12.4 Notice of Warranty Claim: Owner shall notify Xxxxxx Mechanical of any defect covered by the warranty set forth in Section 12 and Exhibit D as provided at Exhibit D, and shall notify Xxxxxx Mechanical in writing of any defect covered by any other warranty within thirty (30) Days after discovering such defect, and in no case later than thirty (30) Days after expiration of the applicable warranty period. Any claim for breach of warranty not made in writing within the time prescribed in this Section 12 shall be deemed waived. In the event that the Owner has a claim based solely on the acts or omissions of Delta-T or the performance of Delta-T specified/furnished equipment, then the Owner agrees to pursue a claim directly against Delta-T and/or the supplier of the equipment and accept whatever, if anything, that it recovers with regard to such claim in total satisfaction of the claim. To the extent necessary, Xxxxxx Mechanical will provide the Owner with an assignment of any of Xxxxxx Mechanical’s rights necessary for the Owner to pursue such claims. This limitation on Xxxxxx Mechanical’s liability shall not relieve Xxxxxx Mechanical from the obligation to construct the Work as required by the Project plans and specifications. Notwithstanding anything to the contrary in this Section 12.6, in no event shall Delta-T’s cumulative liability to Owner and Xxxxxx Mechanical exceed the sum of $*.
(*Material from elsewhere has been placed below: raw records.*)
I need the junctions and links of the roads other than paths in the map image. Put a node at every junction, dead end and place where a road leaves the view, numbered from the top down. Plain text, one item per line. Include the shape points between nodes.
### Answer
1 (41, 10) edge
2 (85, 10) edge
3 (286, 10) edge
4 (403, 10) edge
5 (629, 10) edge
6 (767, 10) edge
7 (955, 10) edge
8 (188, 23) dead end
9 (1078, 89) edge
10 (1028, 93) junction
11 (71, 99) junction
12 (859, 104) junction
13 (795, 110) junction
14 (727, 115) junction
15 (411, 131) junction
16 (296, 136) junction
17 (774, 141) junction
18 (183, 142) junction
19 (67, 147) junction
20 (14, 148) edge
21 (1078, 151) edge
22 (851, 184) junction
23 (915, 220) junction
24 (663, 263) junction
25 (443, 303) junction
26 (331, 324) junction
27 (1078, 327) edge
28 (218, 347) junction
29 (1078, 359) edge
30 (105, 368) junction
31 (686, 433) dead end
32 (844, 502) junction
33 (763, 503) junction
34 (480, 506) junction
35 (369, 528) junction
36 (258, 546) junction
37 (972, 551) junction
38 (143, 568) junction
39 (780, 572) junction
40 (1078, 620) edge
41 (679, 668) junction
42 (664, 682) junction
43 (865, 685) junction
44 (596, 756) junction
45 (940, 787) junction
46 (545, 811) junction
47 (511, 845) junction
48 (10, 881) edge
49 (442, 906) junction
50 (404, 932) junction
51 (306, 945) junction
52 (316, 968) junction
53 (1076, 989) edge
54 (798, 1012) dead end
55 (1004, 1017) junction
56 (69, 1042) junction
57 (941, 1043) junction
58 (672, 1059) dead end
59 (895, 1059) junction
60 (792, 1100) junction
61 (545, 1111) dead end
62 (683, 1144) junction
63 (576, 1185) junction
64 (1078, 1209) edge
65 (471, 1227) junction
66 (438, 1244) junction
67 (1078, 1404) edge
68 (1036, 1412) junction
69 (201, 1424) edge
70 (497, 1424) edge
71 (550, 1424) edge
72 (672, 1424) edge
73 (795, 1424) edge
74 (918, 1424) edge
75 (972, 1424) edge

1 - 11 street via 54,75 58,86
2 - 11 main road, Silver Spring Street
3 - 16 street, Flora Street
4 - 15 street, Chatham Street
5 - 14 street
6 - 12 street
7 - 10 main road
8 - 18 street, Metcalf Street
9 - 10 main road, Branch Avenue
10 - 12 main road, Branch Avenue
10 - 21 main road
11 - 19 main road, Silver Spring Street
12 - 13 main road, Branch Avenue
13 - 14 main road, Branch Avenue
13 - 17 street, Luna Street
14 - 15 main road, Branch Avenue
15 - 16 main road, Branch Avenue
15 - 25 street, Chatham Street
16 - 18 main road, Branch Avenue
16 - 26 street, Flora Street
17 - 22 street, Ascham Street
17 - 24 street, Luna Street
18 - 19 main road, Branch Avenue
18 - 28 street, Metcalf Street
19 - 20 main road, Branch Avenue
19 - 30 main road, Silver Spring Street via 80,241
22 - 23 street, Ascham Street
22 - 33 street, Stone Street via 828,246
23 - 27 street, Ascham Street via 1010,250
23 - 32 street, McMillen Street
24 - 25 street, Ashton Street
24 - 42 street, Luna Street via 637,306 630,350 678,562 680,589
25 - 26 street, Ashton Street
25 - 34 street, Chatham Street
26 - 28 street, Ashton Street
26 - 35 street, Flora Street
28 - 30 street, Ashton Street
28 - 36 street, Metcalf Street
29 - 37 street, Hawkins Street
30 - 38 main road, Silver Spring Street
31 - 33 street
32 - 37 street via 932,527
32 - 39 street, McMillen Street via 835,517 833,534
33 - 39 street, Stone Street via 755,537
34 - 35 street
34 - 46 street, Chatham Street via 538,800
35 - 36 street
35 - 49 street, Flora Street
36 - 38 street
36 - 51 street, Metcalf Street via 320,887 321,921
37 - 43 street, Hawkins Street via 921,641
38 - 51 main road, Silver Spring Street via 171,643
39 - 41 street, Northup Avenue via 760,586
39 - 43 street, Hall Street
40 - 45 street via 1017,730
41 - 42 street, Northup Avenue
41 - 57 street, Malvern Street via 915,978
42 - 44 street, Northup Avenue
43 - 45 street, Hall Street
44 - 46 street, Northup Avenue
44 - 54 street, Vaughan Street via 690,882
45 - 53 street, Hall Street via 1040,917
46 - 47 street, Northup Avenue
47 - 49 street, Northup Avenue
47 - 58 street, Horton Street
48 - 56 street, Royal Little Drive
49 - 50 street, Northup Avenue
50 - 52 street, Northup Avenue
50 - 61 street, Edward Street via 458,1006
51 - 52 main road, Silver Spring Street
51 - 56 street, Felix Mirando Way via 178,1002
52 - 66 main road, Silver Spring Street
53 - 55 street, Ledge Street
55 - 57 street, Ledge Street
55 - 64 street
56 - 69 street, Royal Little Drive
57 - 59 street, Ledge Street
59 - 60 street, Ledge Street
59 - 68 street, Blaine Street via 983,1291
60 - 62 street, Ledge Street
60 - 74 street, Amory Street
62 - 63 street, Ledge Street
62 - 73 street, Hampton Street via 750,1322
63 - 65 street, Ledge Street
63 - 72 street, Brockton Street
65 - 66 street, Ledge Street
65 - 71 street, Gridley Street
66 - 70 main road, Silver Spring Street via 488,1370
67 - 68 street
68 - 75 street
12.5 Correction of Defective Work:
12.5.1 Xxxxxx Mechanical agrees to correct any Work that is found not to be in conformance with the Contract, including that part of the Work subject to Section 12.1 hereof, within a period of one year from the date of Substantial Completion of the Work or any portion of the Work, or within such longer period to the extent required by the Contract.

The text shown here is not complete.